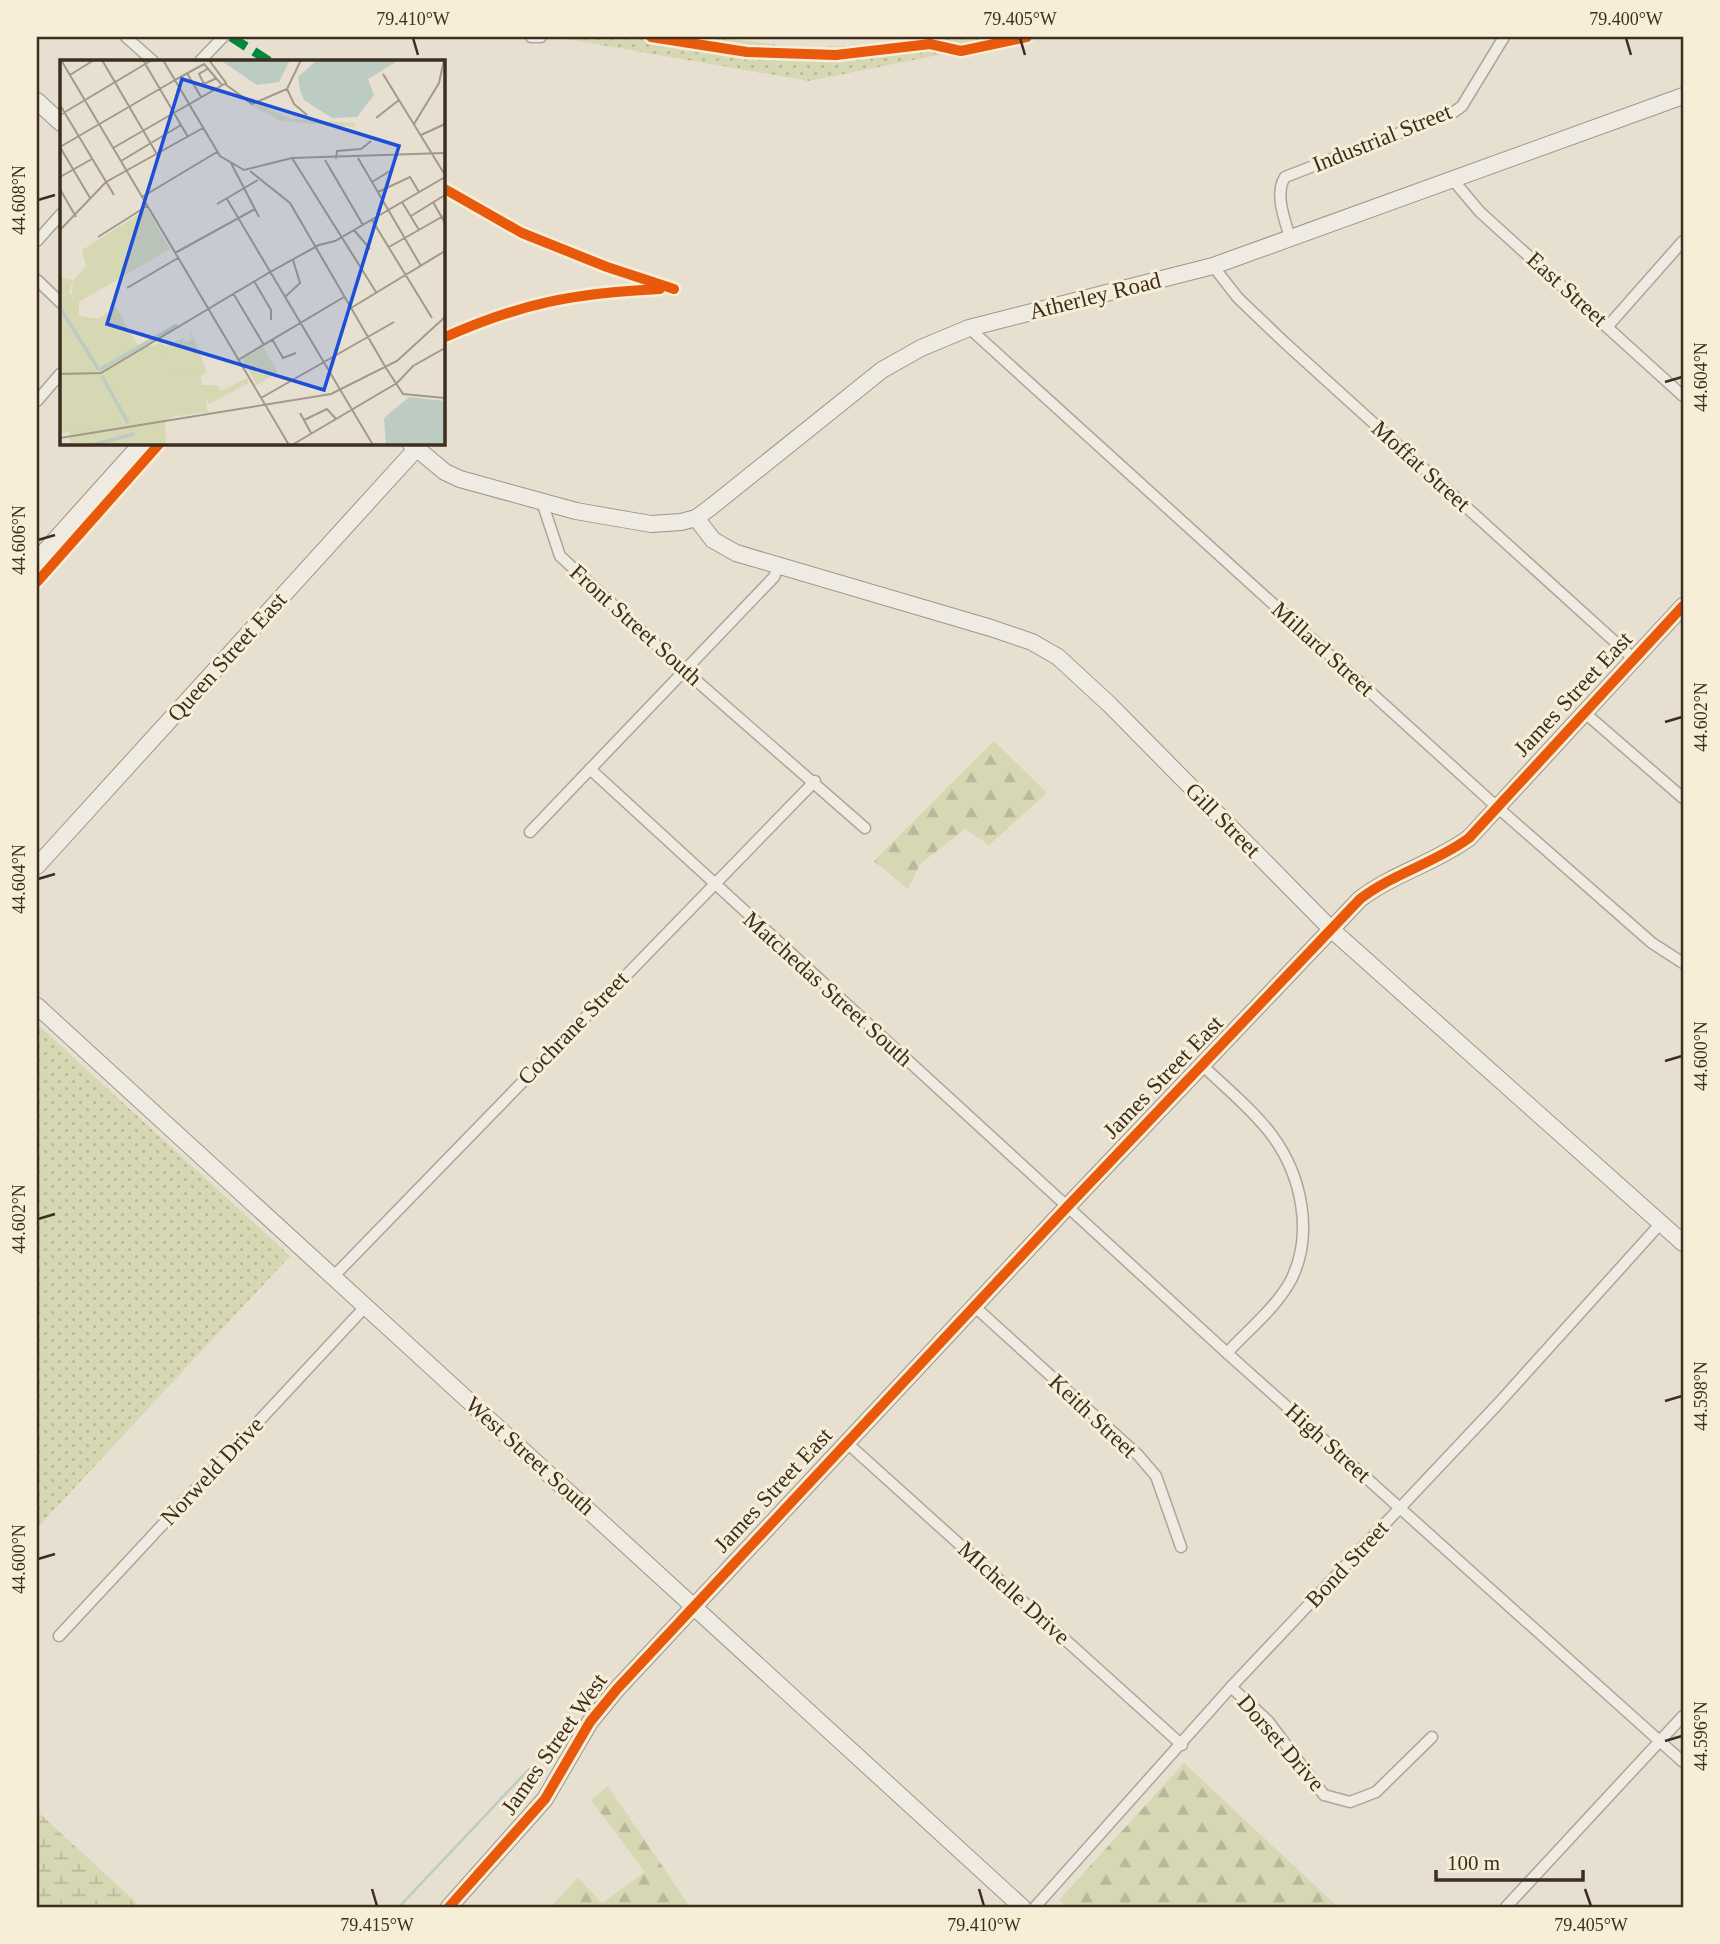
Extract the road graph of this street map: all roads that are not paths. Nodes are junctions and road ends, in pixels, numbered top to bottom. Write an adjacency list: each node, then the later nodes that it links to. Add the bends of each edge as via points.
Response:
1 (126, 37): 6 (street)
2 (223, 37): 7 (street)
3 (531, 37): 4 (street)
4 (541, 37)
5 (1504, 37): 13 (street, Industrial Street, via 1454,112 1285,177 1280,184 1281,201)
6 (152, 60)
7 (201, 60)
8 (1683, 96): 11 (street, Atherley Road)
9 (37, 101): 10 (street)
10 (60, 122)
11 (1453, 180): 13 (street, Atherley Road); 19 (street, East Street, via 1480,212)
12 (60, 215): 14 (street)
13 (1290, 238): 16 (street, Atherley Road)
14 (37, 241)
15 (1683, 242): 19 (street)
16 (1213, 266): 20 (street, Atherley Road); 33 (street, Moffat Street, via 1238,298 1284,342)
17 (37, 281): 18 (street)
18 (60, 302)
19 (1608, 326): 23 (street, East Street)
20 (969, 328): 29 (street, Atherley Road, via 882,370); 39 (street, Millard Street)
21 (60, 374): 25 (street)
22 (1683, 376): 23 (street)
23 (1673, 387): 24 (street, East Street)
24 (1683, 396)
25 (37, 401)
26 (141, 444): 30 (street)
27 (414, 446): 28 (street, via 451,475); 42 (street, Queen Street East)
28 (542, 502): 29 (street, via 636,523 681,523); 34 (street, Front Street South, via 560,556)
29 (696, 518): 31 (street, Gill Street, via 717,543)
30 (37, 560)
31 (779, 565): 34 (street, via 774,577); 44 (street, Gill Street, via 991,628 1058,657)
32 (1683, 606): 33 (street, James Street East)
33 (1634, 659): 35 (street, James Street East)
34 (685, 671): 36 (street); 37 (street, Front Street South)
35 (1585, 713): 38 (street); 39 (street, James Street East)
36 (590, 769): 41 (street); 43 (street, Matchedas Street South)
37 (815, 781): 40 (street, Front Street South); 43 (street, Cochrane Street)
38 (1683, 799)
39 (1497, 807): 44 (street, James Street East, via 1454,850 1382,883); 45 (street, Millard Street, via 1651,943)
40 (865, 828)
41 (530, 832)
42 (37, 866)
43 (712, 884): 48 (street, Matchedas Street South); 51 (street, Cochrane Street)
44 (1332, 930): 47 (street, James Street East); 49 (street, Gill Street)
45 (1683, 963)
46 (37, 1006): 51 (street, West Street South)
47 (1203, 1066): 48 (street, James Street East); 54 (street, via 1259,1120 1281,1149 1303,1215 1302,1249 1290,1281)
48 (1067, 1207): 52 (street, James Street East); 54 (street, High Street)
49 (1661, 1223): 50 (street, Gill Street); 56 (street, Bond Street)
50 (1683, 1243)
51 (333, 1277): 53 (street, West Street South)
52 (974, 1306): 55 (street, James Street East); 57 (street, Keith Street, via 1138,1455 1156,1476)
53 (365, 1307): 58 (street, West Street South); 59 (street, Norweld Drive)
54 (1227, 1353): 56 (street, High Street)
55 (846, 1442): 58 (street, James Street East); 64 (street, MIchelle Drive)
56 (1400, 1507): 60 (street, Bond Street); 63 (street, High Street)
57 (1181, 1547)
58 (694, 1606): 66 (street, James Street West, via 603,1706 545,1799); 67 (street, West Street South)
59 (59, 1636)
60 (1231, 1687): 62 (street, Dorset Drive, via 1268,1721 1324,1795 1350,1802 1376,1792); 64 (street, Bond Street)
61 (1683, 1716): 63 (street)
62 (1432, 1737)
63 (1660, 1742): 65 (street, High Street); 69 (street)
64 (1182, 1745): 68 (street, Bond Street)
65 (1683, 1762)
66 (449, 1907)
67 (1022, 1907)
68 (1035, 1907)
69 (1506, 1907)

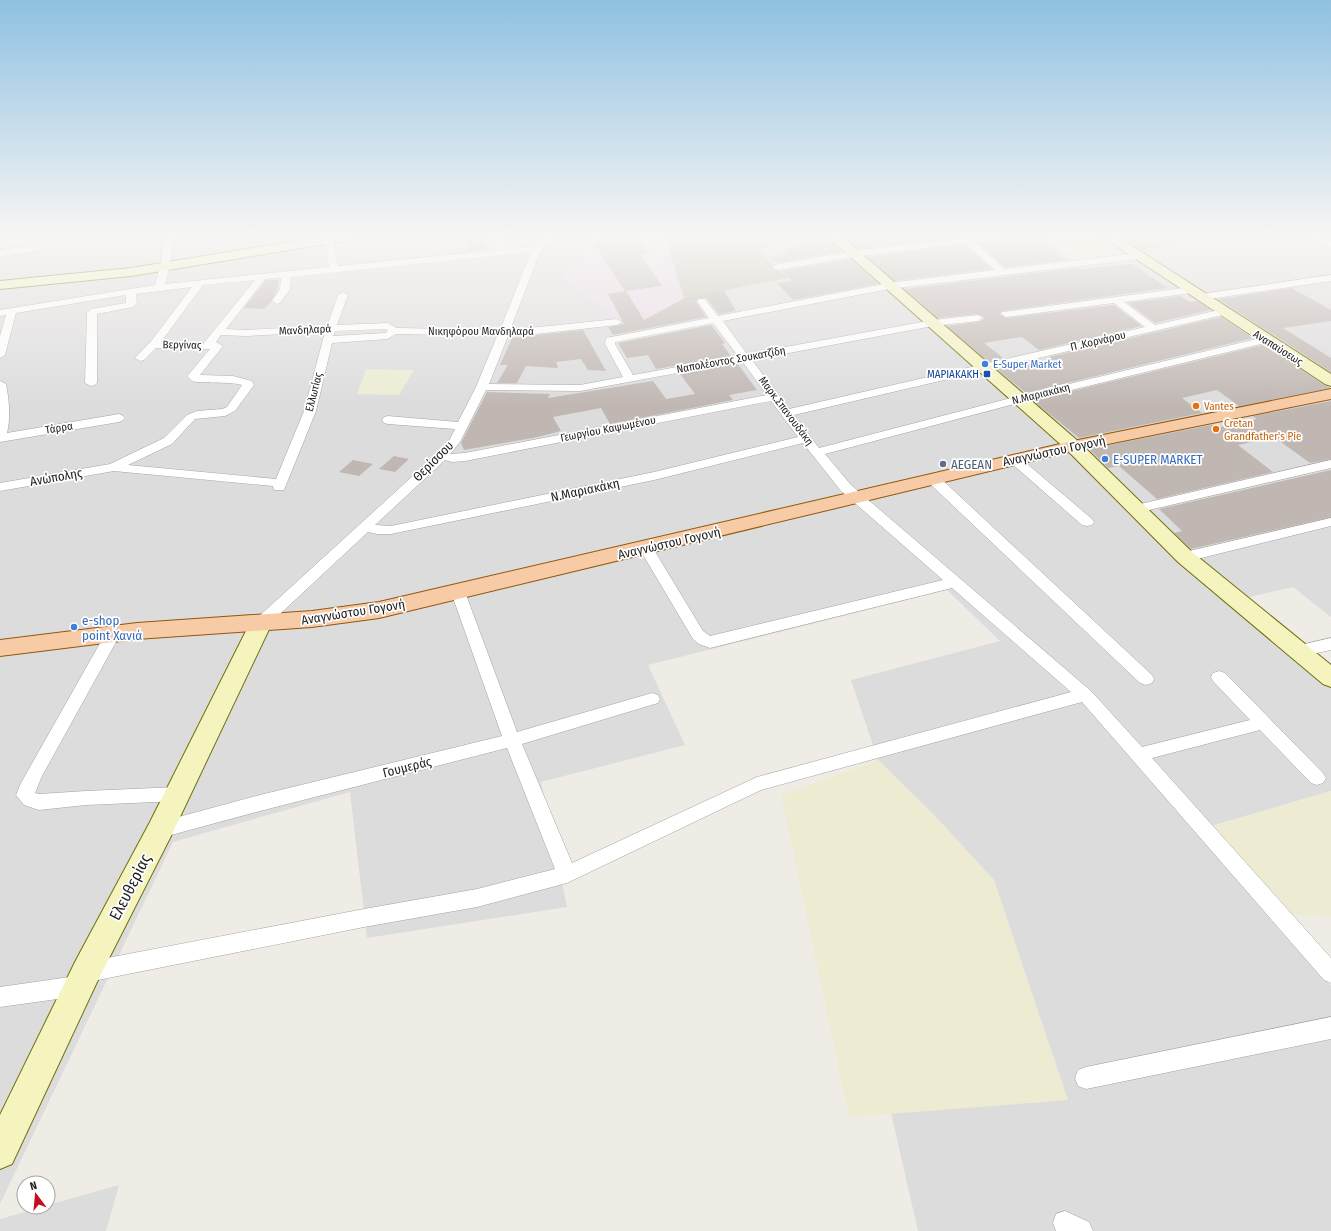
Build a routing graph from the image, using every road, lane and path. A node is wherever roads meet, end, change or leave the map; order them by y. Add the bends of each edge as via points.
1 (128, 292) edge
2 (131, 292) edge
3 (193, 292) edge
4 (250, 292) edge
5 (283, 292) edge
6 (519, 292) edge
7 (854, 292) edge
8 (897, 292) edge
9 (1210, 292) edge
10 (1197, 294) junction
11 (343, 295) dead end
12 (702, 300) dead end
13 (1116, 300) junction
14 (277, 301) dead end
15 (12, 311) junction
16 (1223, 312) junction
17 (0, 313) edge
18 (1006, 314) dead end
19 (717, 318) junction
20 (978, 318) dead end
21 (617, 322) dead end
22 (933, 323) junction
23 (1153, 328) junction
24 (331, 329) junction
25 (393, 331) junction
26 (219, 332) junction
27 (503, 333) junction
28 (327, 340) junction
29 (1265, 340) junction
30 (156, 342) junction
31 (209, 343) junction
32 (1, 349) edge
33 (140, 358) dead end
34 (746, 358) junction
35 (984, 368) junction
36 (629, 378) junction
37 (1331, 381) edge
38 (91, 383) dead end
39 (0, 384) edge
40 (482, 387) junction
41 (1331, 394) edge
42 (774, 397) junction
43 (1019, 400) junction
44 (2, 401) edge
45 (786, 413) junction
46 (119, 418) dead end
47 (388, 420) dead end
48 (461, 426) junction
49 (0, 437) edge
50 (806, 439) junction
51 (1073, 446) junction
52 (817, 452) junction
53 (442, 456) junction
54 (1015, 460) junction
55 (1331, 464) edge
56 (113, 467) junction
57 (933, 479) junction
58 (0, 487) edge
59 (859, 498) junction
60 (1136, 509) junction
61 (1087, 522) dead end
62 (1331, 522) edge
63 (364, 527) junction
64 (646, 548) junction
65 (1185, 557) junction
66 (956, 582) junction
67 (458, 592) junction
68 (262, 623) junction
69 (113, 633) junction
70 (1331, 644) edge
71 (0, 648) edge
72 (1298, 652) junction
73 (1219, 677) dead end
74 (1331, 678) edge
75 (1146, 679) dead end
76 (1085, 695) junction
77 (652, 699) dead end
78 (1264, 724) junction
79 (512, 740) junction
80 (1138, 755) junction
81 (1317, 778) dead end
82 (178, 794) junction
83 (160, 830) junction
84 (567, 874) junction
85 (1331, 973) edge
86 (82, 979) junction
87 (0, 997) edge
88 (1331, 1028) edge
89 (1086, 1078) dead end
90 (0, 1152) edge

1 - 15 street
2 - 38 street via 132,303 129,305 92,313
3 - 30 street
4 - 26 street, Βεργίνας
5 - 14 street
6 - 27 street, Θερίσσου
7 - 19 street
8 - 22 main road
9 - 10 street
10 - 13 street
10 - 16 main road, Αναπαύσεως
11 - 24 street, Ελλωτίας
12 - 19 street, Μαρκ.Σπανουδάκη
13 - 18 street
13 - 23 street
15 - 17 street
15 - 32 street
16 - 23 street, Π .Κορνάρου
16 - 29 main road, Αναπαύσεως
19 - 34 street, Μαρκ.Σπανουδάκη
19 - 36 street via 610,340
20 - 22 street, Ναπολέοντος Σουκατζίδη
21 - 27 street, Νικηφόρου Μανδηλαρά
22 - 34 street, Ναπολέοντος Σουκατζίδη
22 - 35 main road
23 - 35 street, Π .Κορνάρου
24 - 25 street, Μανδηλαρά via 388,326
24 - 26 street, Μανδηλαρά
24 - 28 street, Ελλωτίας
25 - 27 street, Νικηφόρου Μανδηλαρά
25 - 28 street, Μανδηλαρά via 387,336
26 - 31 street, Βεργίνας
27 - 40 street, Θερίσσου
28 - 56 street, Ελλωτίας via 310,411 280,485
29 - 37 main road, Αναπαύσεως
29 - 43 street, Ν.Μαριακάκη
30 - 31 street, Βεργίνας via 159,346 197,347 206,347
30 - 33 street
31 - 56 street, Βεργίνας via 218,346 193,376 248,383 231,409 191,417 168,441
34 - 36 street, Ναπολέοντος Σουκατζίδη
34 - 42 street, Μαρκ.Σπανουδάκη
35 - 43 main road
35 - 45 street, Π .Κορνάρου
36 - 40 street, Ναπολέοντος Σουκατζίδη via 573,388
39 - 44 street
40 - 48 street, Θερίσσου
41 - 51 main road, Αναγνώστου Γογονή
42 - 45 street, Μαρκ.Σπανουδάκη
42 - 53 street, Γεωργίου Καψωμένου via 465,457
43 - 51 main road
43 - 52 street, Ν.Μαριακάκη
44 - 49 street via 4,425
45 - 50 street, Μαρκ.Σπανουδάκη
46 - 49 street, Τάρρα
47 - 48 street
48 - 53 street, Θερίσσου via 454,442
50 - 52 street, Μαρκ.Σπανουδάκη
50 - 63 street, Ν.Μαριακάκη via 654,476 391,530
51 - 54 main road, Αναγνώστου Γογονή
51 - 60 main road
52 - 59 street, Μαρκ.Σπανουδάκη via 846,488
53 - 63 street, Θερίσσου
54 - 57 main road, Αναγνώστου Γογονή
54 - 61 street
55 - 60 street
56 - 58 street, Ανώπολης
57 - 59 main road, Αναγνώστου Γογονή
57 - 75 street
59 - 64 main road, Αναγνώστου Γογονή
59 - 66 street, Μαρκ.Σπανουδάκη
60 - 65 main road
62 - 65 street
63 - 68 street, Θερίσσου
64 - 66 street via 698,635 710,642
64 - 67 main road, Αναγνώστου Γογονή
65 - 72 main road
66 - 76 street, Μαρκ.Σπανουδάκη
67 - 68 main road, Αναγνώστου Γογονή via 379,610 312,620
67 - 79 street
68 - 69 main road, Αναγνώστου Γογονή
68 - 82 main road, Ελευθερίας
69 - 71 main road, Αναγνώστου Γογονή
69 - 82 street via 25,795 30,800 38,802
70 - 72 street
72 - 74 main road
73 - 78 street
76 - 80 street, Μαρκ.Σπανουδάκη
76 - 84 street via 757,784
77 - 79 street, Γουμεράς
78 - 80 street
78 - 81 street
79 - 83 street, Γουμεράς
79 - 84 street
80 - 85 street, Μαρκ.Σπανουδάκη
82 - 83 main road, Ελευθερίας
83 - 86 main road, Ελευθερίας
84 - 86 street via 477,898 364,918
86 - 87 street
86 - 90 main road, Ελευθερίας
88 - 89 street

DIRECTIONS
Track down all lines above with the string "Cochrane" and copy them.

THE ANSWER
37 (815, 781): 40 (street, Front Street South); 43 (street, Cochrane Street)
43 (712, 884): 48 (street, Matchedas Street South); 51 (street, Cochrane Street)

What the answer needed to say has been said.